If this sounds to you like the Steve Alford starter set, you're picking up on just the right things. All the same unctuous sanctimony and also no actual behavior that does anything but betray the cheap words.

There were enough warning signs about Wardle at his previous head coaching stop, issues that Bradley would be expected to have vetted when they hired him in 2015. Players at Wisconsin-Green Bay complained of abusive tactics, with the school eventually disciplining Wardle for player mistreatment. He was handed a letter of censure, required he be assigned an adviser "with the goal of improving some of the ways in which he motivates student athletes" while also required "to be more involved with University-wide activities in the future, to better understand the broader University environment."

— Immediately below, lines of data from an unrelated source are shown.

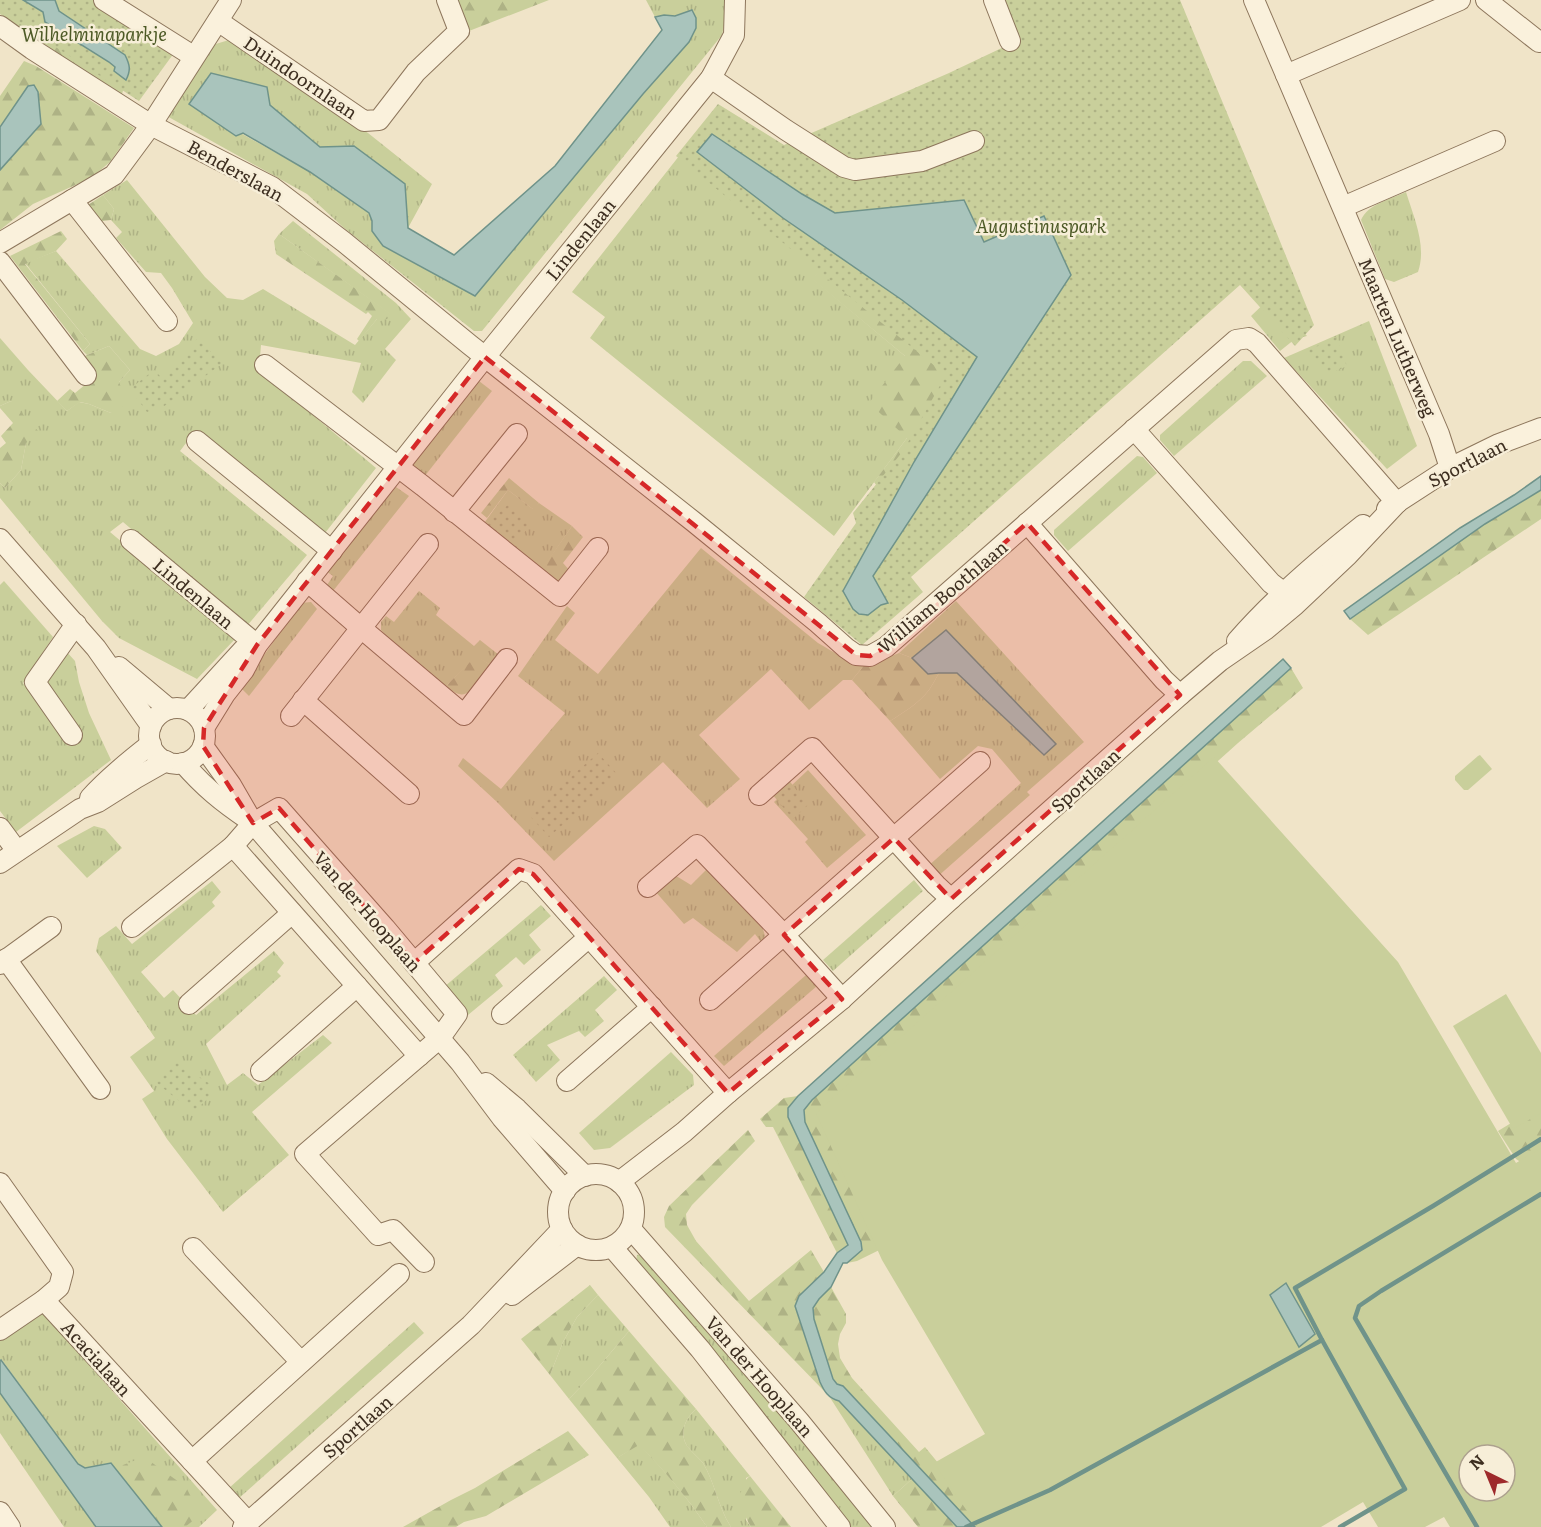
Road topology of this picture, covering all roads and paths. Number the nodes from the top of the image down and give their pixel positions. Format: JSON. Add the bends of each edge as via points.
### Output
{"nodes":[{"id":1,"x":104,"y":0,"type":"edge"},
{"id":2,"x":231,"y":0,"type":"edge"},
{"id":3,"x":447,"y":0,"type":"edge"},
{"id":4,"x":735,"y":0,"type":"edge"},
{"id":5,"x":993,"y":0,"type":"edge"},
{"id":6,"x":1254,"y":0,"type":"edge"},
{"id":7,"x":1460,"y":0,"type":"edge"},
{"id":8,"x":1486,"y":0,"type":"edge"},
{"id":9,"x":218,"y":21,"type":"junction"},
{"id":10,"x":0,"y":26,"type":"edge"},
{"id":11,"x":1010,"y":41,"type":"dead end"},
{"id":12,"x":1539,"y":42,"type":"dead end"},
{"id":13,"x":193,"y":56,"type":"junction"},
{"id":14,"x":1286,"y":75,"type":"junction"},
{"id":15,"x":711,"y":78,"type":"junction"},
{"id":16,"x":151,"y":125,"type":"junction"},
{"id":17,"x":974,"y":141,"type":"dead end"},
{"id":18,"x":1495,"y":141,"type":"dead end"},
{"id":19,"x":72,"y":200,"type":"junction"},
{"id":20,"x":1343,"y":207,"type":"junction"},
{"id":21,"x":0,"y":243,"type":"edge"},
{"id":22,"x":0,"y":262,"type":"edge"},
{"id":23,"x":167,"y":321,"type":"dead end"},
{"id":24,"x":485,"y":357,"type":"junction"},
{"id":25,"x":265,"y":365,"type":"dead end"},
{"id":26,"x":86,"y":375,"type":"dead end"},
{"id":27,"x":1541,"y":428,"type":"edge"},
{"id":28,"x":1134,"y":429,"type":"junction"},
{"id":29,"x":517,"y":434,"type":"dead end"},
{"id":30,"x":196,"y":441,"type":"dead end"},
{"id":31,"x":398,"y":467,"type":"junction"},
{"id":32,"x":1450,"y":468,"type":"junction"},
{"id":33,"x":1397,"y":503,"type":"junction"},
{"id":34,"x":454,"y":512,"type":"junction"},
{"id":35,"x":1027,"y":523,"type":"junction"},
{"id":36,"x":0,"y":539,"type":"edge"},
{"id":37,"x":131,"y":540,"type":"dead end"},
{"id":38,"x":428,"y":544,"type":"dead end"},
{"id":39,"x":598,"y":548,"type":"dead end"},
{"id":40,"x":332,"y":551,"type":"junction"},
{"id":41,"x":307,"y":581,"type":"junction"},
{"id":42,"x":1289,"y":599,"type":"junction"},
{"id":43,"x":75,"y":624,"type":"junction"},
{"id":44,"x":361,"y":628,"type":"junction"},
{"id":45,"x":257,"y":645,"type":"junction"},
{"id":46,"x":96,"y":648,"type":"junction"},
{"id":47,"x":507,"y":658,"type":"dead end"},
{"id":48,"x":1180,"y":695,"type":"junction"},
{"id":49,"x":303,"y":700,"type":"junction"},
{"id":50,"x":179,"y":709,"type":"junction"},
{"id":51,"x":291,"y":716,"type":"dead end"},
{"id":52,"x":72,"y":735,"type":"dead end"},
{"id":53,"x":151,"y":735,"type":"junction"},
{"id":54,"x":203,"y":737,"type":"junction"},
{"id":55,"x":174,"y":762,"type":"junction"},
{"id":56,"x":980,"y":762,"type":"dead end"},
{"id":57,"x":409,"y":794,"type":"dead end"},
{"id":58,"x":759,"y":795,"type":"dead end"},
{"id":59,"x":80,"y":809,"type":"junction"},
{"id":60,"x":253,"y":824,"type":"junction"},
{"id":61,"x":0,"y":828,"type":"edge"},
{"id":62,"x":894,"y":838,"type":"junction"},
{"id":63,"x":233,"y":846,"type":"junction"},
{"id":64,"x":17,"y":851,"type":"junction"},
{"id":65,"x":0,"y":863,"type":"edge"},
{"id":66,"x":648,"y":887,"type":"dead end"},
{"id":67,"x":951,"y":899,"type":"junction"},
{"id":68,"x":292,"y":913,"type":"junction"},
{"id":69,"x":51,"y":927,"type":"dead end"},
{"id":70,"x":132,"y":927,"type":"dead end"},
{"id":71,"x":784,"y":935,"type":"junction"},
{"id":72,"x":588,"y":937,"type":"junction"},
{"id":73,"x":3,"y":962,"type":"edge"},
{"id":74,"x":414,"y":963,"type":"junction"},
{"id":75,"x":357,"y":986,"type":"junction"},
{"id":76,"x":842,"y":999,"type":"junction"},
{"id":77,"x":710,"y":1000,"type":"dead end"},
{"id":78,"x":189,"y":1004,"type":"dead end"},
{"id":79,"x":652,"y":1007,"type":"junction"},
{"id":80,"x":502,"y":1014,"type":"dead end"},
{"id":81,"x":440,"y":1038,"type":"junction"},
{"id":82,"x":419,"y":1056,"type":"junction"},
{"id":83,"x":460,"y":1062,"type":"junction"},
{"id":84,"x":261,"y":1071,"type":"dead end"},
{"id":85,"x":567,"y":1082,"type":"dead end"},
{"id":86,"x":100,"y":1089,"type":"dead end"},
{"id":87,"x":728,"y":1093,"type":"junction"},
{"id":88,"x":585,"y":1176,"type":"junction"},
{"id":89,"x":0,"y":1183,"type":"edge"},
{"id":90,"x":624,"y":1187,"type":"junction"},
{"id":91,"x":565,"y":1191,"type":"junction"},
{"id":92,"x":631,"y":1229,"type":"junction"},
{"id":93,"x":562,"y":1230,"type":"junction"},
{"id":94,"x":577,"y":1245,"type":"junction"},
{"id":95,"x":612,"y":1247,"type":"junction"},
{"id":96,"x":193,"y":1248,"type":"dead end"},
{"id":97,"x":424,"y":1262,"type":"dead end"},
{"id":98,"x":399,"y":1274,"type":"dead end"},
{"id":99,"x":44,"y":1300,"type":"junction"},
{"id":100,"x":471,"y":1326,"type":"junction"},
{"id":101,"x":0,"y":1330,"type":"edge"},
{"id":102,"x":301,"y":1362,"type":"junction"},
{"id":103,"x":192,"y":1461,"type":"junction"},
{"id":104,"x":0,"y":1512,"type":"edge"},
{"id":105,"x":245,"y":1525,"type":"edge"},
{"id":106,"x":10,"y":1527,"type":"edge"},
{"id":107,"x":840,"y":1527,"type":"edge"},
{"id":108,"x":885,"y":1527,"type":"edge"}],
"edges":[{"from":1,"to":13,"type":"street"},
{"from":2,"to":9,"type":"street"},
{"from":3,"to":9,"type":"street","name":"Duindoornlaan","via":[[459,31],[416,72],[379,120],[364,121]]},
{"from":4,"to":15,"type":"street","name":"Lindenlaan","via":[[734,35]]},
{"from":5,"to":11,"type":"street"},
{"from":6,"to":14,"type":"street","name":"Maarten Lutherweg"},
{"from":7,"to":14,"type":"street"},
{"from":8,"to":12,"type":"street"},
{"from":9,"to":13,"type":"street"},
{"from":10,"to":16,"type":"street","name":"Benderslaan"},
{"from":13,"to":16,"type":"street"},
{"from":14,"to":20,"type":"street","name":"Maarten Lutherweg"},
{"from":15,"to":17,"type":"street","via":[[786,130],[855,170],[922,161]]},
{"from":15,"to":24,"type":"street","name":"Lindenlaan"},
{"from":16,"to":19,"type":"street","via":[[114,175]]},
{"from":16,"to":24,"type":"street","name":"Benderslaan","via":[[272,187]]},
{"from":18,"to":20,"type":"street"},
{"from":19,"to":21,"type":"street"},
{"from":19,"to":23,"type":"street"},
{"from":20,"to":32,"type":"street","name":"Maarten Lutherweg"},
{"from":22,"to":26,"type":"street"},
{"from":24,"to":31,"type":"street","name":"Lindenlaan"},
{"from":24,"to":35,"type":"street","name":"William Boothlaan","via":[[856,655],[870,656],[886,647]]},
{"from":25,"to":31,"type":"street"},
{"from":27,"to":32,"type":"street","name":"Sportlaan"},
{"from":28,"to":33,"type":"street","name":"William Boothlaan","via":[[1236,340],[1249,338]]},
{"from":28,"to":35,"type":"street","name":"William Boothlaan"},
{"from":28,"to":42,"type":"street","via":[[1271,584]]},
{"from":29,"to":34,"type":"street"},
{"from":30,"to":40,"type":"street"},
{"from":31,"to":34,"type":"street"},
{"from":31,"to":40,"type":"street","name":"Lindenlaan"},
{"from":32,"to":33,"type":"street","name":"Sportlaan"},
{"from":33,"to":42,"type":"street","name":"Sportlaan","via":[[1348,555]]},
{"from":34,"to":39,"type":"street","via":[[560,596]]},
{"from":35,"to":48,"type":"street"},
{"from":36,"to":43,"type":"street"},
{"from":37,"to":45,"type":"street","name":"Lindenlaan"},
{"from":38,"to":44,"type":"street"},
{"from":40,"to":41,"type":"street","name":"Lindenlaan"},
{"from":41,"to":44,"type":"street"},
{"from":41,"to":45,"type":"street","name":"Lindenlaan"},
{"from":42,"to":48,"type":"street","name":"Sportlaan","via":[[1265,630]]},
{"from":43,"to":46,"type":"street"},
{"from":43,"to":52,"type":"street","via":[[35,682]]},
{"from":44,"to":47,"type":"street","via":[[464,714]]},
{"from":44,"to":49,"type":"street"},
{"from":45,"to":50,"type":"street","name":"Lindenlaan","via":[[243,650]]},
{"from":45,"to":54,"type":"street","name":"Lindenlaan"},
{"from":46,"to":50,"type":"street"},
{"from":46,"to":53,"type":"street"},
{"from":48,"to":67,"type":"street","name":"Sportlaan"},
{"from":49,"to":51,"type":"street"},
{"from":49,"to":57,"type":"street"},
{"from":50,"to":53,"type":"street","via":[[162,712],[155,718]]},
{"from":50,"to":54,"type":"street","via":[[195,714]]},
{"from":53,"to":55,"type":"street","via":[[156,754]]},
{"from":53,"to":59,"type":"street"},
{"from":54,"to":55,"type":"street","via":[[198,754],[191,760]]},
{"from":54,"to":60,"type":"street","name":"Van der Hooplaan"},
{"from":55,"to":59,"type":"street"},
{"from":55,"to":60,"type":"street","name":"Van der Hooplaan"},
{"from":56,"to":62,"type":"street"},
{"from":58,"to":62,"type":"street","via":[[812,748]]},
{"from":59,"to":64,"type":"street"},
{"from":60,"to":63,"type":"street","name":"Van der Hooplaan"},
{"from":60,"to":74,"type":"street","name":"Van der Hooplaan","via":[[279,808]]},
{"from":60,"to":81,"type":"street","name":"Van der Hooplaan"},
{"from":61,"to":64,"type":"street"},
{"from":62,"to":67,"type":"street"},
{"from":62,"to":71,"type":"street"},
{"from":63,"to":68,"type":"street"},
{"from":63,"to":70,"type":"street","name":"Van der Hooplaan"},
{"from":64,"to":65,"type":"street"},
{"from":66,"to":71,"type":"street","via":[[697,845]]},
{"from":67,"to":76,"type":"street","name":"Sportlaan"},
{"from":68,"to":75,"type":"street"},
{"from":68,"to":78,"type":"street"},
{"from":69,"to":73,"type":"street"},
{"from":71,"to":76,"type":"street"},
{"from":71,"to":77,"type":"street"},
{"from":72,"to":74,"type":"street","via":[[533,874],[519,869]]},
{"from":72,"to":79,"type":"street"},
{"from":72,"to":80,"type":"street"},
{"from":73,"to":86,"type":"street"},
{"from":74,"to":81,"type":"street","name":"Van der Hooplaan","via":[[457,1014]]},
{"from":75,"to":82,"type":"street"},
{"from":75,"to":84,"type":"street"},
{"from":76,"to":87,"type":"street","name":"Sportlaan"},
{"from":79,"to":85,"type":"street"},
{"from":79,"to":87,"type":"street"},
{"from":81,"to":82,"type":"street"},
{"from":81,"to":83,"type":"street","name":"Van der Hooplaan"},
{"from":82,"to":97,"type":"street","via":[[305,1154],[378,1235],[393,1230]]},
{"from":83,"to":88,"type":"street","name":"Van der Hooplaan","via":[[517,1109]]},
{"from":83,"to":91,"type":"street","name":"Van der Hooplaan"},
{"from":87,"to":90,"type":"street","name":"Sportlaan"},
{"from":88,"to":90,"type":"street","via":[[608,1176]]},
{"from":88,"to":91,"type":"street"},
{"from":89,"to":99,"type":"street","via":[[63,1272],[59,1287]]},
{"from":90,"to":92,"type":"street","via":[[634,1205]]},
{"from":91,"to":93,"type":"street","via":[[558,1210]]},
{"from":92,"to":95,"type":"street"},
{"from":92,"to":108,"type":"street","name":"Van der Hooplaan","via":[[800,1421]]},
{"from":93,"to":94,"type":"street"},
{"from":93,"to":100,"type":"street","name":"Sportlaan"},
{"from":94,"to":95,"type":"street","via":[[588,1250]]},
{"from":94,"to":100,"type":"street","name":"Sportlaan"},
{"from":95,"to":107,"type":"street","name":"Van der Hooplaan","via":[[700,1350]]},
{"from":96,"to":102,"type":"street"},
{"from":98,"to":102,"type":"street"},
{"from":99,"to":101,"type":"street"},
{"from":99,"to":103,"type":"street","name":"Acacialaan"},
{"from":100,"to":105,"type":"street","name":"Sportlaan"},
{"from":102,"to":103,"type":"street"},
{"from":103,"to":105,"type":"street","name":"Acacialaan"},
{"from":104,"to":106,"type":"street"}]}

That's academia-speak for "Our coach is a bad guy, but he wins enough for us not to get rid of him yet."

Bradley chose this, and they got their tournament bid. They're also seeing attendance decline. The average crowd at Carver Arena for the four years before Wardle arrived was 7,313, despite the team's struggles. From 2015 to now, the average has dropped to 5,716 even with competitive improvement.  

It's almost like the fans know something.